Midsummer Garden Care

August 7, 2011

Midsummer Garden Care

By this time of year, your plants could be looking tired and awful. Although the heat may make working in the garden a daunting prospect, whether you have a few acres or a few potted plants, a little love this month will keep your plants looking nice until the Fall, when the days start getting shorter and the garden slows down.

Deadhead:  Cutting off the spent blooms on your plants will tell them to make new ones. If you have roses and it’s late in the month, you can give them a mid-season pick-me-up by snipping back about a quarter of the summer’s growth.  Remove all of the dead or diseased foliage to stop problems from spreading.

Come on, you know you have to:  Pick up all of the leaf litter around your plants and pull any weeds out by the roots. Put the debris into containers and clean up the area to keep weed seeds, pests and diseases from going back into the ground and into your plants. Make sure you put rose cuttings in a hard-sided trash can, not a plastic bag.

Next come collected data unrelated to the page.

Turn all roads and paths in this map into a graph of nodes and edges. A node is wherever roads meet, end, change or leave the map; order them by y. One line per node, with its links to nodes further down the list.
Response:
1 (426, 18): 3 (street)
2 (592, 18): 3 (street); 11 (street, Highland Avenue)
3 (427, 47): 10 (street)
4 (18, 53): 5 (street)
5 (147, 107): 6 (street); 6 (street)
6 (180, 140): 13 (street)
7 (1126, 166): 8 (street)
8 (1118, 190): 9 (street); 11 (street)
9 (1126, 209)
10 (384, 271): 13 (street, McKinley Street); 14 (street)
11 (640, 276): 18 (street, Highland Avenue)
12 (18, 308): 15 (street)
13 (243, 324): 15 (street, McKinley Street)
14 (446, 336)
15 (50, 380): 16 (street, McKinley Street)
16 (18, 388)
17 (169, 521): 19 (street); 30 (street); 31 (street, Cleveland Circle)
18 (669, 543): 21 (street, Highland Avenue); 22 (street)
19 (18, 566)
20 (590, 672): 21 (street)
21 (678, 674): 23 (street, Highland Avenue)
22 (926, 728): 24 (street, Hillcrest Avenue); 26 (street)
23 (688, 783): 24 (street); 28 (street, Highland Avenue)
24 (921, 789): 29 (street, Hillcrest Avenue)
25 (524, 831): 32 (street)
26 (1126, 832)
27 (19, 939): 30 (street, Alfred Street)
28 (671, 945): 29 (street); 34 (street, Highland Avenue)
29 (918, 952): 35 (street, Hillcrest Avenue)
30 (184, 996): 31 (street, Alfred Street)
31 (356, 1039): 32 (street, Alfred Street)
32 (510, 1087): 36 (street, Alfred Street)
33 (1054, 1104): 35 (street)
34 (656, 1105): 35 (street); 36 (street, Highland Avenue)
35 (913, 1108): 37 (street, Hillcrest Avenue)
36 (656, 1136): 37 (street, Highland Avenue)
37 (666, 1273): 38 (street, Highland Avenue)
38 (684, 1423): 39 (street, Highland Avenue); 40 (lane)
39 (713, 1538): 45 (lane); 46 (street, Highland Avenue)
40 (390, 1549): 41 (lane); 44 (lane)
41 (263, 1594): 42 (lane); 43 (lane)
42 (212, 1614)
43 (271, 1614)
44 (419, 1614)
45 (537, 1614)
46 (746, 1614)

Manage diseases and pests:  Spraying the foliage regularly with a strong blast of water and keeping your plants well hydrated is your easiest and cheapest approach to disease and pest management. When the weather gets hot, spider mites often show up. Check for tiny spider webs and small dark spots. Pesticides are not recommended for treating spider mites and can make them worse. Consider buying beneficial insects like ladybugs, preying mantis or green lacewings to control common garden pests.

Fertilize:  As long as the day’s high temperature is under 85°F (29°C), you can continue the regular feeding of your plants. Use according to the manufacturer’s directions for the usual N-P-K mix, and don’t forget to give your plants iron, too. Feed the foliage as well as the roots by pouring the fertilizer over the whole plant.  You can overfeed plants nitrogen, though, so if you notice odd or burnt-looking foliage or flowers, water thoroughly and skip a couple of cycles of the fertilizing program.

Mulch:  The last step is to till a layer of fresh mulch into the clean, fertilized soil. Deposit some mulch and, using a claw-type tool, break up the surface of the soil and mix it in with the mulch, keeping it away from the main stems of the plants. Top off with more mulch, to bring the total coverage to 3” (8 cm).  This will feed the soil, keep the roots of your plants cooler, hold moisture longer, it will keep the weeds down, and it looks nice.